AVAILABLE DATA:
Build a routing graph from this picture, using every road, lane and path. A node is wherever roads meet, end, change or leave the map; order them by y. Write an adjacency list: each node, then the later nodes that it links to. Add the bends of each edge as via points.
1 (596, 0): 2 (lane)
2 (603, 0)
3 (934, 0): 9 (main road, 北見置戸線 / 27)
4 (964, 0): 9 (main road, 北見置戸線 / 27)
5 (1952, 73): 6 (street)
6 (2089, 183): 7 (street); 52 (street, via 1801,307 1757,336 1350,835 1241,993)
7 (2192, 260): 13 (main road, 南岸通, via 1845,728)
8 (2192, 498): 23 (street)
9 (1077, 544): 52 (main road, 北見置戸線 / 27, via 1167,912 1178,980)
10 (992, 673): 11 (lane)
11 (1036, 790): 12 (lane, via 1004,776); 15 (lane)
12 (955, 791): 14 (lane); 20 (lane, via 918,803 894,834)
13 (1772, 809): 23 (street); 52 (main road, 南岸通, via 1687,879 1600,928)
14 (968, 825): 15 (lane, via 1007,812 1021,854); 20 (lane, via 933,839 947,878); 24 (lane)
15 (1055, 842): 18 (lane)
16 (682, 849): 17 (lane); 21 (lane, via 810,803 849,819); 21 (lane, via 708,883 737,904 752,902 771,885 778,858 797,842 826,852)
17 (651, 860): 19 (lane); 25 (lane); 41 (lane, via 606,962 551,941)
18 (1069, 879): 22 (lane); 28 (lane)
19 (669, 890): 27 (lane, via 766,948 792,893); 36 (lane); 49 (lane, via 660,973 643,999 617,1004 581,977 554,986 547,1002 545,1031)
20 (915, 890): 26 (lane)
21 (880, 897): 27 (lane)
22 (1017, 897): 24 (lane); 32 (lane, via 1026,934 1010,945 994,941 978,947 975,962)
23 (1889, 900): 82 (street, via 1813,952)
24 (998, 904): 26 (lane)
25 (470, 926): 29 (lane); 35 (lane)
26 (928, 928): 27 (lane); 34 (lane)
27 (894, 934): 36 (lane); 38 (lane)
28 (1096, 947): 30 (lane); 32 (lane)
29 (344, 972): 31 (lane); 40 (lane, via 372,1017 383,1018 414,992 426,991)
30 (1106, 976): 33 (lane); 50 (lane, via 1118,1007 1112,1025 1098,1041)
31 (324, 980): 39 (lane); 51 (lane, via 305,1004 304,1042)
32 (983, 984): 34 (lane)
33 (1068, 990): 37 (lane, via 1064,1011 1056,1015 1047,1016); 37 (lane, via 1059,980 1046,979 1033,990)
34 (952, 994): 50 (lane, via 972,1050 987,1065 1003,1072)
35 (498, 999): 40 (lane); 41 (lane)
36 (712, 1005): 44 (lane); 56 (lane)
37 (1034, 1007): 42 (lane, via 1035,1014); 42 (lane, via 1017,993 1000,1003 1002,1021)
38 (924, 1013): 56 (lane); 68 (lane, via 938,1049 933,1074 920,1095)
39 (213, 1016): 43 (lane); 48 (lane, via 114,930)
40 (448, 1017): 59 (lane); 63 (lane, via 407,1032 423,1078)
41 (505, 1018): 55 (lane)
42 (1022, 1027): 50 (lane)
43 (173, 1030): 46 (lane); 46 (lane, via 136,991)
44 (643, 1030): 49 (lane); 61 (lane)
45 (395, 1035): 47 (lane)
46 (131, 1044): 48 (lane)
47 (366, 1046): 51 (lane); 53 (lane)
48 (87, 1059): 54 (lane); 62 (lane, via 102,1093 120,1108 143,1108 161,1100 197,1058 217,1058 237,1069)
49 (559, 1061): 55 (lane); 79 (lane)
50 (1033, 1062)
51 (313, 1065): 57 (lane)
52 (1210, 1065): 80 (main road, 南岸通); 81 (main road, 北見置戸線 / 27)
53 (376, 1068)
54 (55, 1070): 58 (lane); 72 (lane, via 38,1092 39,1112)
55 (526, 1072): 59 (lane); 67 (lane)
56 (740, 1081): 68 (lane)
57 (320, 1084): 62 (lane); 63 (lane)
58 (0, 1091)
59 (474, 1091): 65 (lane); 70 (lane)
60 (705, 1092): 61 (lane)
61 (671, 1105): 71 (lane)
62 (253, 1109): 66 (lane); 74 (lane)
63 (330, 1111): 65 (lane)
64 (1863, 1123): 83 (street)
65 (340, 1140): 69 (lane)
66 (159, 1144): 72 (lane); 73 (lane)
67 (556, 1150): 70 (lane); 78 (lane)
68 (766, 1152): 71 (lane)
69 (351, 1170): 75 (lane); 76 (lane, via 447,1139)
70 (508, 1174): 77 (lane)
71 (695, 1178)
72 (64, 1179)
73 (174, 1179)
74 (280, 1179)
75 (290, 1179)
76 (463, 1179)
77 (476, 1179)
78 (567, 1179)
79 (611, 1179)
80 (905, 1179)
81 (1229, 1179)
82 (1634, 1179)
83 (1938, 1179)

EXERCISE: Repeat the material in full, exactly as it reads.

RESPONSE FOR THIS EXERCISE:
Build a routing graph from this picture, using every road, lane and path. A node is wherever roads meet, end, change or leave the map; order them by y. Write an adjacency list: each node, then the later nodes that it links to. Add the bends of each edge as via points.
1 (596, 0): 2 (lane)
2 (603, 0)
3 (934, 0): 9 (main road, 北見置戸線 / 27)
4 (964, 0): 9 (main road, 北見置戸線 / 27)
5 (1952, 73): 6 (street)
6 (2089, 183): 7 (street); 52 (street, via 1801,307 1757,336 1350,835 1241,993)
7 (2192, 260): 13 (main road, 南岸通, via 1845,728)
8 (2192, 498): 23 (street)
9 (1077, 544): 52 (main road, 北見置戸線 / 27, via 1167,912 1178,980)
10 (992, 673): 11 (lane)
11 (1036, 790): 12 (lane, via 1004,776); 15 (lane)
12 (955, 791): 14 (lane); 20 (lane, via 918,803 894,834)
13 (1772, 809): 23 (street); 52 (main road, 南岸通, via 1687,879 1600,928)
14 (968, 825): 15 (lane, via 1007,812 1021,854); 20 (lane, via 933,839 947,878); 24 (lane)
15 (1055, 842): 18 (lane)
16 (682, 849): 17 (lane); 21 (lane, via 810,803 849,819); 21 (lane, via 708,883 737,904 752,902 771,885 778,858 797,842 826,852)
17 (651, 860): 19 (lane); 25 (lane); 41 (lane, via 606,962 551,941)
18 (1069, 879): 22 (lane); 28 (lane)
19 (669, 890): 27 (lane, via 766,948 792,893); 36 (lane); 49 (lane, via 660,973 643,999 617,1004 581,977 554,986 547,1002 545,1031)
20 (915, 890): 26 (lane)
21 (880, 897): 27 (lane)
22 (1017, 897): 24 (lane); 32 (lane, via 1026,934 1010,945 994,941 978,947 975,962)
23 (1889, 900): 82 (street, via 1813,952)
24 (998, 904): 26 (lane)
25 (470, 926): 29 (lane); 35 (lane)
26 (928, 928): 27 (lane); 34 (lane)
27 (894, 934): 36 (lane); 38 (lane)
28 (1096, 947): 30 (lane); 32 (lane)
29 (344, 972): 31 (lane); 40 (lane, via 372,1017 383,1018 414,992 426,991)
30 (1106, 976): 33 (lane); 50 (lane, via 1118,1007 1112,1025 1098,1041)
31 (324, 980): 39 (lane); 51 (lane, via 305,1004 304,1042)
32 (983, 984): 34 (lane)
33 (1068, 990): 37 (lane, via 1064,1011 1056,1015 1047,1016); 37 (lane, via 1059,980 1046,979 1033,990)
34 (952, 994): 50 (lane, via 972,1050 987,1065 1003,1072)
35 (498, 999): 40 (lane); 41 (lane)
36 (712, 1005): 44 (lane); 56 (lane)
37 (1034, 1007): 42 (lane, via 1035,1014); 42 (lane, via 1017,993 1000,1003 1002,1021)
38 (924, 1013): 56 (lane); 68 (lane, via 938,1049 933,1074 920,1095)
39 (213, 1016): 43 (lane); 48 (lane, via 114,930)
40 (448, 1017): 59 (lane); 63 (lane, via 407,1032 423,1078)
41 (505, 1018): 55 (lane)
42 (1022, 1027): 50 (lane)
43 (173, 1030): 46 (lane); 46 (lane, via 136,991)
44 (643, 1030): 49 (lane); 61 (lane)
45 (395, 1035): 47 (lane)
46 (131, 1044): 48 (lane)
47 (366, 1046): 51 (lane); 53 (lane)
48 (87, 1059): 54 (lane); 62 (lane, via 102,1093 120,1108 143,1108 161,1100 197,1058 217,1058 237,1069)
49 (559, 1061): 55 (lane); 79 (lane)
50 (1033, 1062)
51 (313, 1065): 57 (lane)
52 (1210, 1065): 80 (main road, 南岸通); 81 (main road, 北見置戸線 / 27)
53 (376, 1068)
54 (55, 1070): 58 (lane); 72 (lane, via 38,1092 39,1112)
55 (526, 1072): 59 (lane); 67 (lane)
56 (740, 1081): 68 (lane)
57 (320, 1084): 62 (lane); 63 (lane)
58 (0, 1091)
59 (474, 1091): 65 (lane); 70 (lane)
60 (705, 1092): 61 (lane)
61 (671, 1105): 71 (lane)
62 (253, 1109): 66 (lane); 74 (lane)
63 (330, 1111): 65 (lane)
64 (1863, 1123): 83 (street)
65 (340, 1140): 69 (lane)
66 (159, 1144): 72 (lane); 73 (lane)
67 (556, 1150): 70 (lane); 78 (lane)
68 (766, 1152): 71 (lane)
69 (351, 1170): 75 (lane); 76 (lane, via 447,1139)
70 (508, 1174): 77 (lane)
71 (695, 1178)
72 (64, 1179)
73 (174, 1179)
74 (280, 1179)
75 (290, 1179)
76 (463, 1179)
77 (476, 1179)
78 (567, 1179)
79 (611, 1179)
80 (905, 1179)
81 (1229, 1179)
82 (1634, 1179)
83 (1938, 1179)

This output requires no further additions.